System and method for audio-visual speech recognition

Abstract

Disclosed herein is method of performing speech recognition using audio and visual information, where the visual information provides data related to a person's face. Image preprocessing identifies regions of interest, which is then combined with the audio data before being processed by a speech recognition engine.

Claims

1. A method of performing speech recognition at a distance comprising: obtaining audio information from a plurality of microphones positioned at a distance from a speaker; obtaining visual information from an image capture device; pre-processing the visual information, wherein pre-processing comprises: using a recurrent deep neural network model to identify relevant image features by classifying a pixel in a first frame of the visual information using features from a pixel in the same location from a prior frame of the visual information; identifying a region of interest in the visual information; and using the region of interest, aligning the visual information with the acoustic information and classifying individual frames in the visual information into context-dependent phonetic states; combining the audio information and visual information within a single deep neural network classifier; and performing a speech recognition process on the combined audio information and visual information, wherein the speech recognition process comprises: generating observation probabilities for context-dependent phonetic states using a joint audio-visual observation model, and conducting a search in a standard speech recognition engine using the observation probabilities.

2. The method of claim 1, wherein pre-processing further comprises: determining whether a speaker is present in the visual information.

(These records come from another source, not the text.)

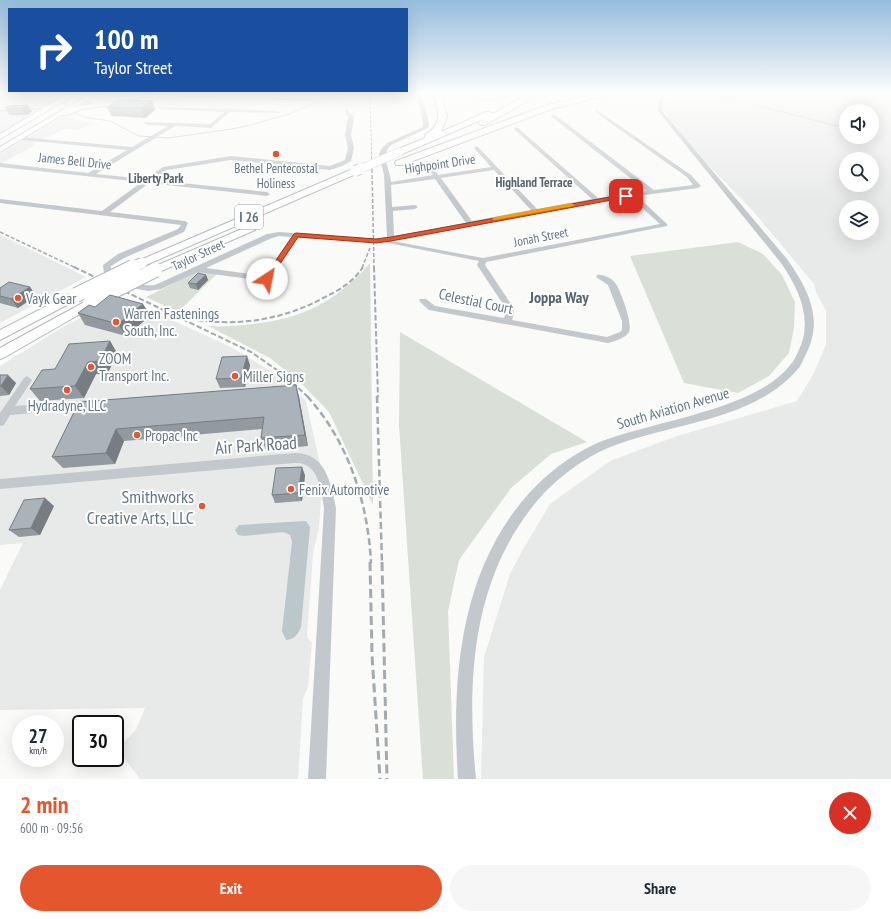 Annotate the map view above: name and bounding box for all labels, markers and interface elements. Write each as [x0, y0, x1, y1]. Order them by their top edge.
text: 100 m [94, 20, 158, 57]
icon: right [28, 24, 80, 76]
text: Taylor Street [94, 56, 172, 79]
map controls [839, 104, 879, 240]
button: sound [839, 104, 879, 144]
street label: James Bell Drive [37, 149, 112, 173]
marker: Bethel Pentecostal Holiness [271, 149, 281, 159]
street label: Highpoint Drive [404, 151, 476, 177]
button: search [839, 152, 879, 192]
place label: Bethel Pentecostal Holiness [234, 160, 318, 192]
district label: Liberty Park [128, 170, 184, 187]
district label: Highland Terrace [495, 174, 573, 191]
pin [609, 179, 643, 213]
icon: arrive [615, 185, 637, 207]
button: layers [839, 200, 879, 240]
road number: I 26 [235, 205, 263, 229]
street label: Jonah Street [511, 223, 570, 251]
street label: Taylor Street [169, 235, 228, 275]
position arrow [246, 258, 288, 300]
street label: Celestial Court [437, 284, 515, 318]
district label: Joppa Way [528, 287, 589, 307]
place label: Vayk Gear [25, 289, 77, 308]
marker: Vayk Gear [13, 293, 23, 303]
place label: Warren Fastenings South, Inc. [124, 304, 219, 340]
marker: Warren Fastenings South, Inc. [111, 317, 121, 327]
place label: ZOOM Transport Inc. [99, 349, 169, 385]
marker: ZOOM Transport Inc. [86, 362, 96, 372]
place label: Miller Signs [243, 367, 304, 386]
marker: Miller Signs [230, 371, 240, 381]
street label: South Aviation Avenue [615, 383, 731, 433]
marker: Hydradyne, LLC [62, 385, 72, 395]
place label: Hydradyne, LLC [28, 396, 106, 415]
place label: Propac Inc [145, 426, 199, 445]
marker: Propac Inc [132, 430, 142, 440]
street label: Air Park Road [214, 431, 298, 459]
place label: Fenix Automotive [299, 480, 390, 499]
marker: Fenix Automotive [286, 484, 296, 494]
place label: Smithworks Creative Arts, LLC [87, 485, 194, 529]
marker: Smithworks Creative Arts, LLC [197, 501, 207, 511]
speed limit sign: 30 [72, 715, 124, 767]
text: 27 [28, 723, 48, 749]
text: km/h [29, 744, 47, 757]
text: 2 min [20, 789, 68, 820]
button: close [829, 792, 871, 834]
text: 600 m · 09:56 [20, 820, 83, 837]
button: Exit [20, 865, 442, 911]
button: Share [450, 865, 871, 911] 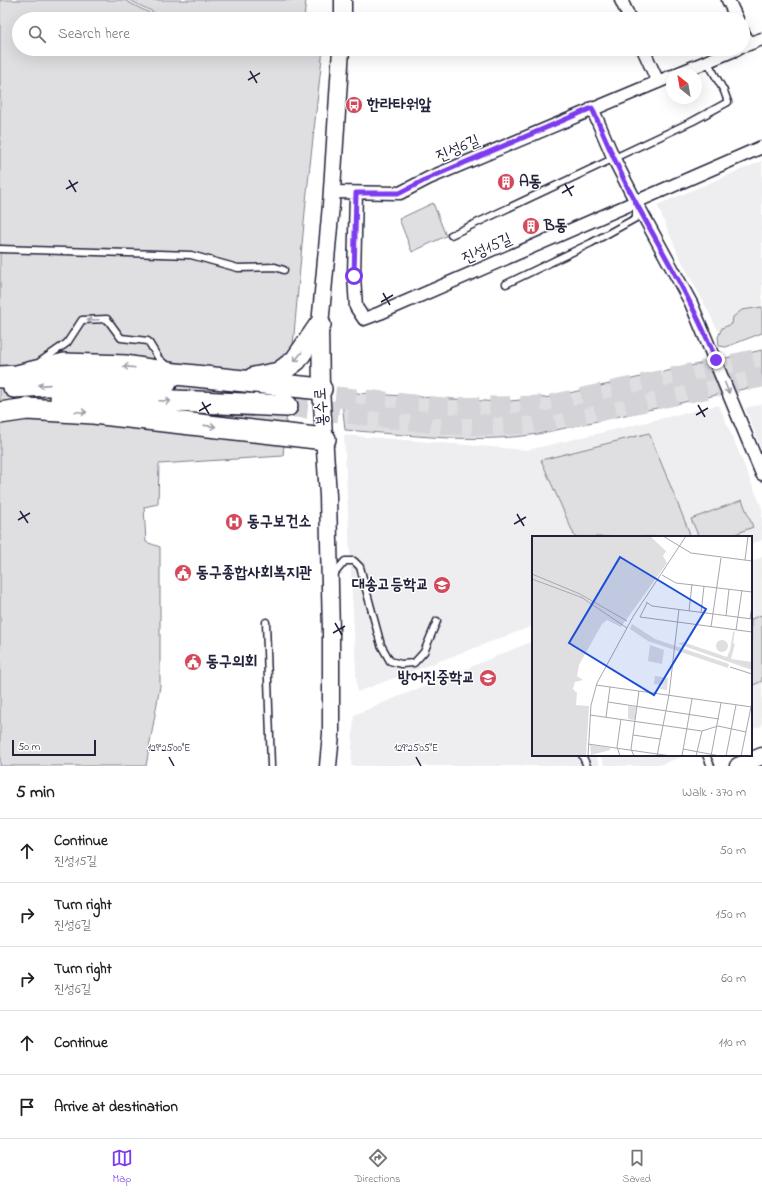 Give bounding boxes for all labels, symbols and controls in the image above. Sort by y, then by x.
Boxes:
search box [12,12,750,56]
icon: search [26,23,48,45]
text: Search here [58,23,130,45]
north arrow [666,68,702,104]
place label: 한라타워앞 [366,93,432,117]
bus stop icon: 한라타워앞 [344,95,364,115]
street label: 진성6길 [432,129,484,169]
place label: A동 [519,170,542,194]
building icon: A동 [496,172,516,192]
place label: B동 [543,214,568,238]
building icon: B동 [521,216,541,236]
street label: 진성15길 [458,227,516,271]
route start [345,267,363,285]
one-way arrow [87,316,100,323]
one-way arrow [294,351,303,362]
route end [707,351,725,369]
one-way arrow [123,363,136,371]
one-way arrow [723,381,731,393]
one-way arrow [38,382,51,389]
street label: 봉수로 [309,387,335,427]
one-way arrow [158,397,171,404]
one-way arrow [74,409,87,416]
one-way arrow [203,422,216,430]
place label: 동구보건소 [247,510,312,534]
hospital icon: 동구보건소 [224,512,244,532]
inset map [532,536,752,756]
place label: 동구종합사회복지관 [196,561,312,585]
public building icon: 동구종합사회복지관 [173,563,193,583]
place label: 대송고등학교 [352,573,429,597]
school or university icon: 대송고등학교 [432,575,452,595]
place label: 동구의회 [206,650,258,674]
public building icon: 동구의회 [183,652,203,672]
place label: 방어진중학교 [398,666,475,690]
school or university icon: 방어진중학교 [478,668,498,688]
scale bar [12,738,96,757]
text: 50 m [18,739,40,755]
text: 129°25'00"E [148,741,190,756]
text: 129°25'05"E [394,741,438,756]
text: 5 min [16,780,55,805]
text: Walk · 370 m [682,783,746,802]
text: Continue [54,830,108,852]
icon: ahead [16,840,38,862]
text: 50 m [720,841,746,860]
text: 진성15길 [54,852,97,871]
text: Turn right [54,894,112,916]
icon: right [16,904,38,926]
text: 150 m [715,905,746,924]
text: 진성6길 [54,916,91,935]
text: Turn right [54,958,112,980]
icon: right [16,968,38,990]
text: 60 m [721,969,746,988]
text: 진성6길 [54,980,91,999]
icon: ahead [16,1032,38,1054]
text: Continue [54,1032,108,1054]
text: 110 m [719,1033,746,1052]
icon: arrive [16,1096,38,1118]
text: Arrive at destination [54,1096,178,1118]
tab: Map [111,1147,133,1187]
tab: Directions [355,1147,400,1187]
tab: Saved [622,1147,651,1187] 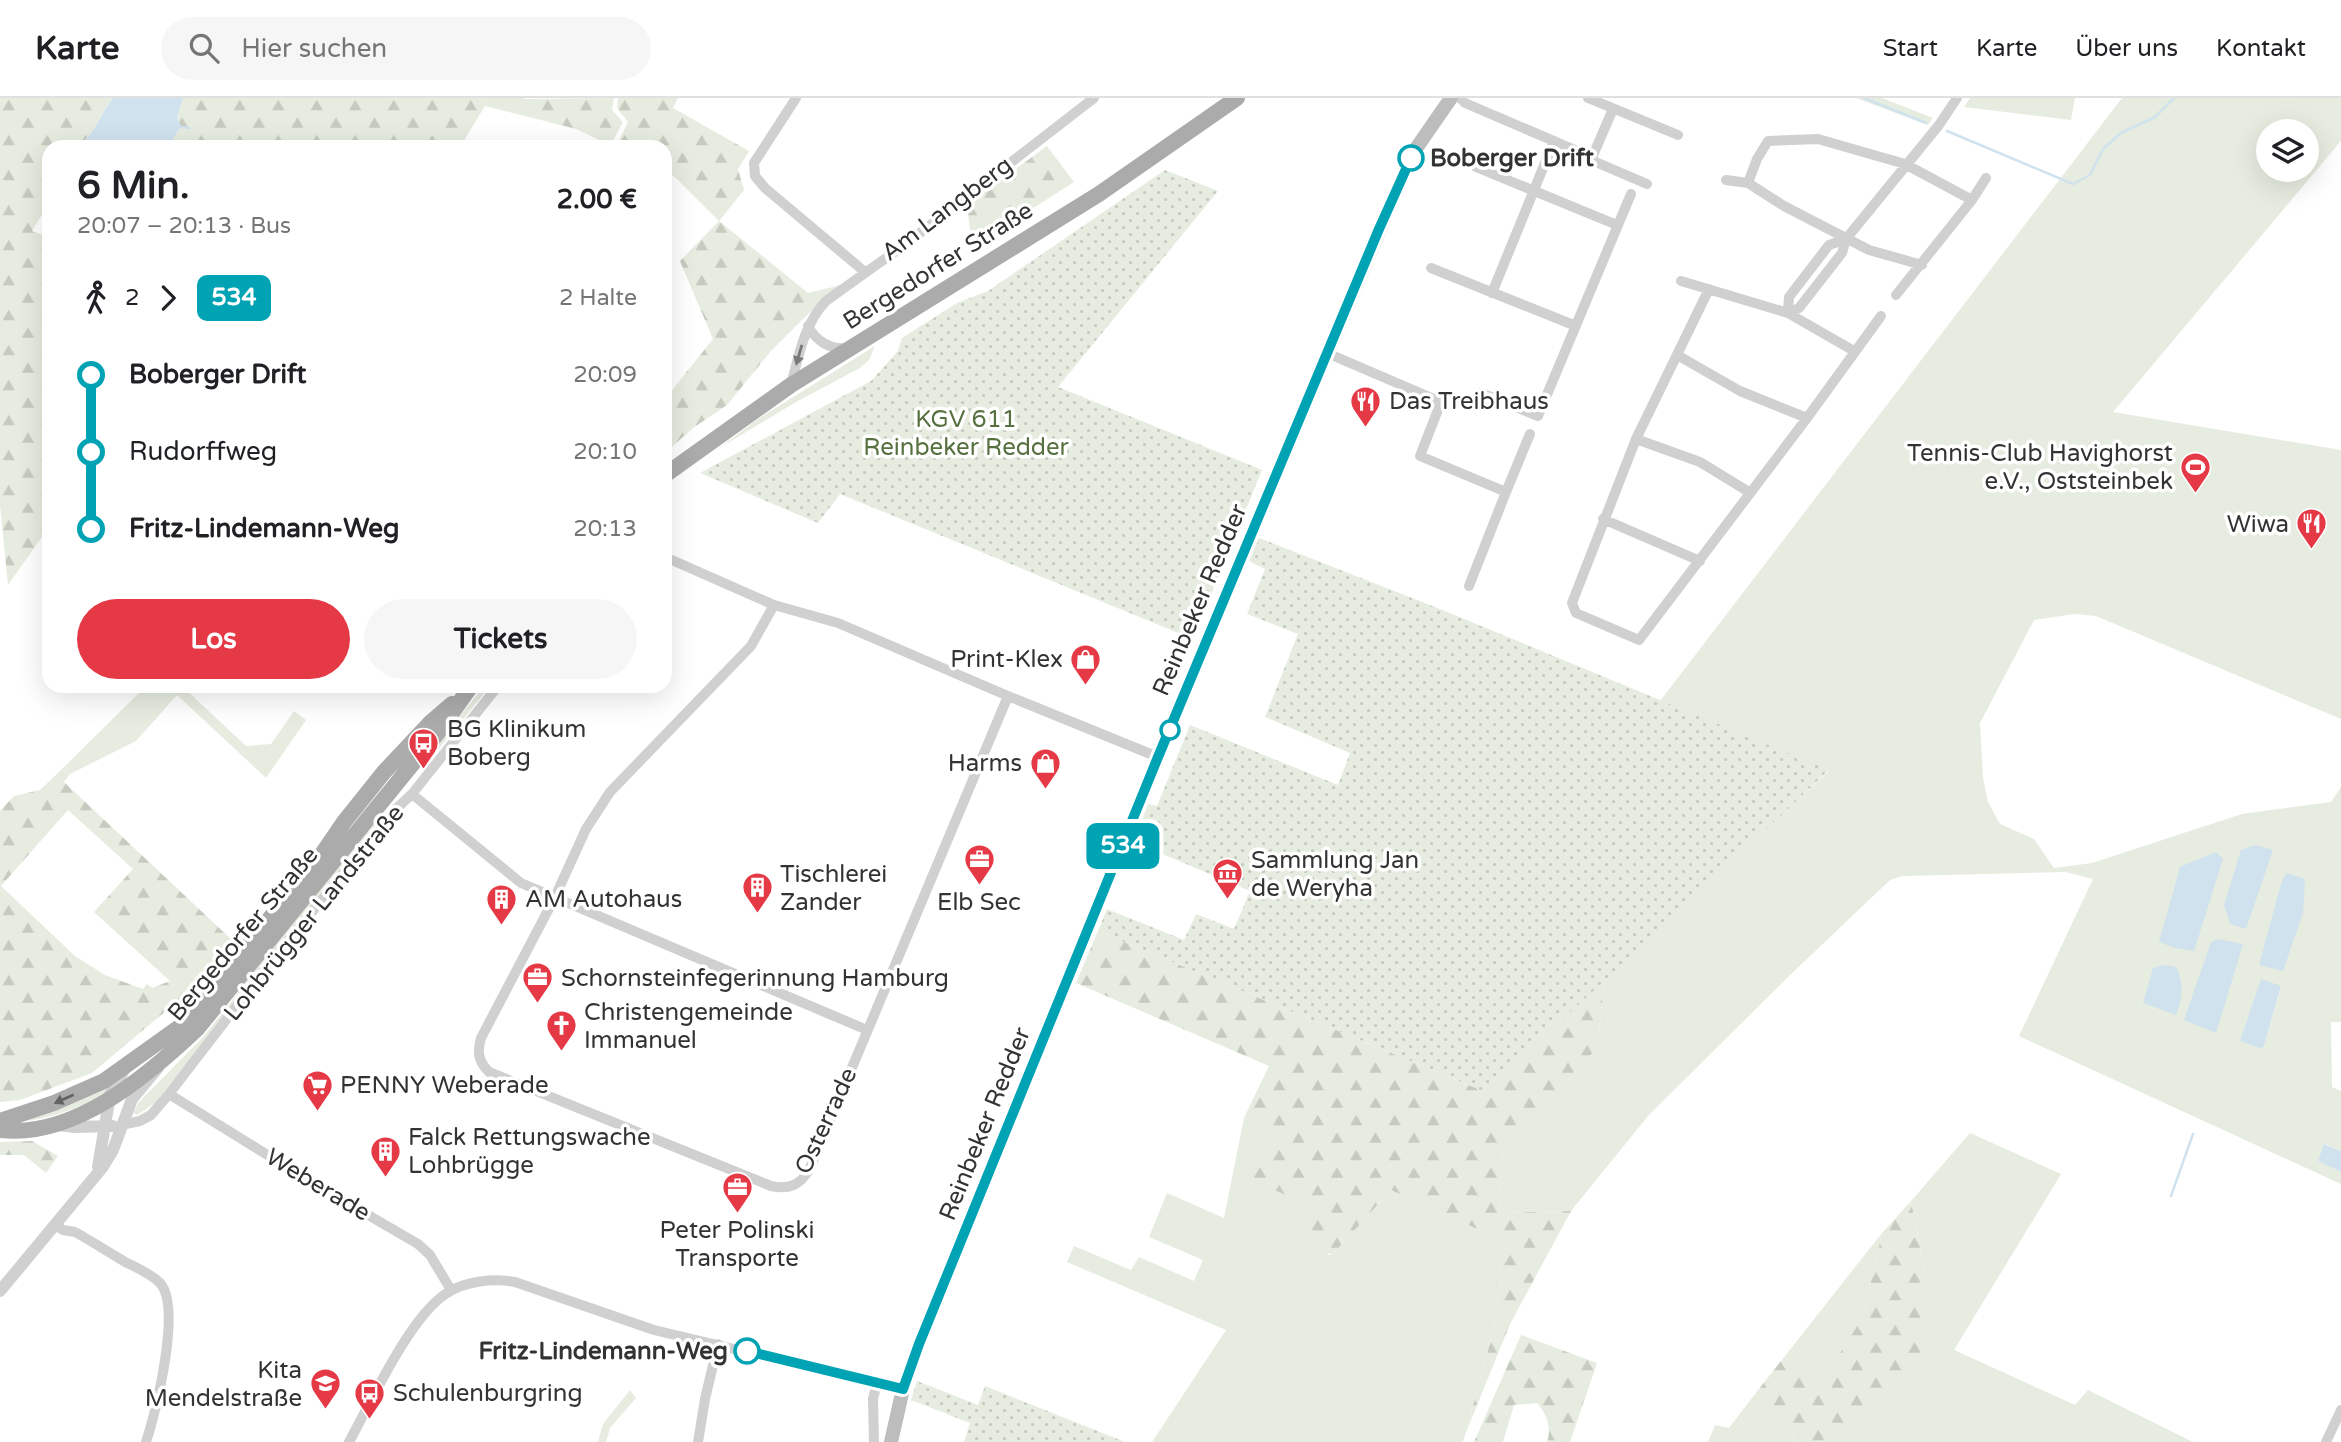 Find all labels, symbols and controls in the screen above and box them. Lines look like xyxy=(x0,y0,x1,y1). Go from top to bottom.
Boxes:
search box xyxy=(161,17,651,80)
text: Karte xyxy=(35,29,119,68)
icon: search xyxy=(185,29,223,67)
text: Hier suchen xyxy=(241,33,387,64)
text: Start xyxy=(1883,34,1938,63)
text: Karte xyxy=(1976,34,2037,63)
text: Über uns xyxy=(2075,34,2178,63)
text: Kontakt xyxy=(2216,34,2306,63)
map controls xyxy=(2256,119,2319,182)
button: layers xyxy=(2256,119,2319,182)
place label: Boberger Drift xyxy=(1430,144,1595,173)
marker: Boberger Drift xyxy=(1398,145,1424,171)
street label: Am Langberg xyxy=(876,151,1018,267)
text: 6 Min. xyxy=(77,163,190,209)
text: 2.00 € xyxy=(557,184,637,215)
street label: Bergedorfer Straße xyxy=(838,196,1038,336)
text: 20:07 – 20:13 · Bus xyxy=(77,212,291,240)
icon: walk xyxy=(77,279,115,317)
icon: forward xyxy=(149,279,187,317)
text: 534 xyxy=(211,283,257,312)
text: 2 xyxy=(125,284,139,312)
text: 2 Halte xyxy=(559,284,637,312)
one-way arrow xyxy=(793,345,804,367)
text: Boberger Drift xyxy=(129,359,307,390)
text: 20:09 xyxy=(573,361,637,389)
restaurant icon: Das Treibhaus xyxy=(1349,384,1383,428)
place label: Das Treibhaus xyxy=(1389,387,1549,416)
park label: KGV 611 Reinbeker Redder xyxy=(863,405,1070,462)
text: Rudorffweg xyxy=(129,436,277,467)
text: 20:10 xyxy=(573,438,637,466)
place label: Tennis-Club Havighorst e.V., Oststeinbek xyxy=(1907,439,2173,496)
sports icon: Tennis-Club Havighorst e.V., Oststeinbek xyxy=(2179,450,2213,494)
street label: Reinbeker Redder xyxy=(1146,499,1254,700)
restaurant icon: Wiwa xyxy=(2295,507,2329,551)
place label: Wiwa xyxy=(2227,510,2289,539)
text: Fritz-Lindemann-Weg xyxy=(129,513,399,544)
text: 20:13 xyxy=(573,515,637,543)
button: Los xyxy=(77,599,350,679)
button: Tickets xyxy=(364,599,637,679)
shop icon: Print-Klex xyxy=(1069,642,1103,686)
place label: Print-Klex xyxy=(950,645,1063,674)
place label: BG Klinikum Boberg xyxy=(447,715,586,772)
unlabelled marker xyxy=(1160,720,1180,740)
bus stop icon: BG Klinikum Boberg xyxy=(407,726,441,770)
shop icon: Harms xyxy=(1028,746,1062,790)
place label: Harms xyxy=(948,749,1022,778)
street label: Lohbrügger Landstraße xyxy=(218,799,410,1027)
line badge: 534 xyxy=(1083,823,1163,869)
text: 534 xyxy=(1100,831,1146,860)
street label: Bergedorfer Straße xyxy=(162,841,324,1027)
office icon: Elb Sec xyxy=(962,843,996,887)
place label: Sammlung Jan de Weryha xyxy=(1251,846,1419,903)
museum icon: Sammlung Jan de Weryha xyxy=(1211,857,1245,901)
place label: Tischlerei Zander xyxy=(780,860,887,917)
building icon: Tischlerei Zander xyxy=(740,871,774,915)
building icon: AM Autohaus xyxy=(485,882,519,926)
place label: AM Autohaus xyxy=(525,885,682,914)
place label: Elb Sec xyxy=(937,888,1021,917)
office icon: Schornsteinfegerinnung Hamburg xyxy=(521,961,555,1005)
place label: Schornsteinfegerinnung Hamburg xyxy=(561,964,949,993)
place label: Christengemeinde Immanuel xyxy=(584,998,793,1055)
church icon: Christengemeinde Immanuel xyxy=(544,1009,578,1053)
street label: Reinbeker Redder xyxy=(933,1023,1037,1225)
street label: Osterrade xyxy=(789,1063,863,1179)
supermarket icon: PENNY Weberade xyxy=(300,1068,334,1112)
place label: PENNY Weberade xyxy=(340,1071,548,1100)
one-way arrow xyxy=(54,1094,75,1105)
place label: Falck Rettungswache Lohbrügge xyxy=(408,1123,651,1180)
building icon: Falck Rettungswache Lohbrügge xyxy=(368,1134,402,1178)
street label: Weberade xyxy=(260,1142,376,1228)
office icon: Peter Polinski Transporte xyxy=(720,1171,754,1215)
place label: Peter Polinski Transporte xyxy=(660,1216,814,1273)
place label: Fritz-Lindemann-Weg xyxy=(478,1337,728,1366)
marker: Fritz-Lindemann-Weg xyxy=(734,1338,760,1364)
place label: Kita Mendelstraße xyxy=(145,1356,302,1413)
school or university icon: Kita Mendelstraße xyxy=(308,1367,342,1411)
bus stop icon: Schulenburgring xyxy=(353,1376,387,1420)
place label: Schulenburgring xyxy=(393,1379,583,1408)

3. The method of claim 1, wherein the standard speech recognition engine is a WFST-based speech recognition engine.

4. The method of claim 1, wherein pre-processing further comprises: defining the region of interest by generating a probability distribution of classes for each pixel in the visual information.

5. The method of claim 1, further comprising: identifying a location of the speaker relative to the image capture device.

6. The method of claim 1, wherein pre-processing further comprises: scaling the region of interest.

7. The method of claim 1, wherein combining the audio information and visual information comprises: combining the audio information and the visual information in an output layer of the single deep neural network classifier.

8. The method of claim 1, wherein combining the audio information and visual information comprises: combining the audio information and the visual information in a second hidden layer of the single deep neural network classifier.

Description

BRIEF DESCRIPTION OF THE SEVERAL VIEWS OF THE DRAWINGS

(1) FIG. 1 is flowchart depicted feature detection.

(2) FIG. 2 is an example of visual speech processing.

(3) FIG. 3 is a diagram depicting two different processes for combining audio and visual information.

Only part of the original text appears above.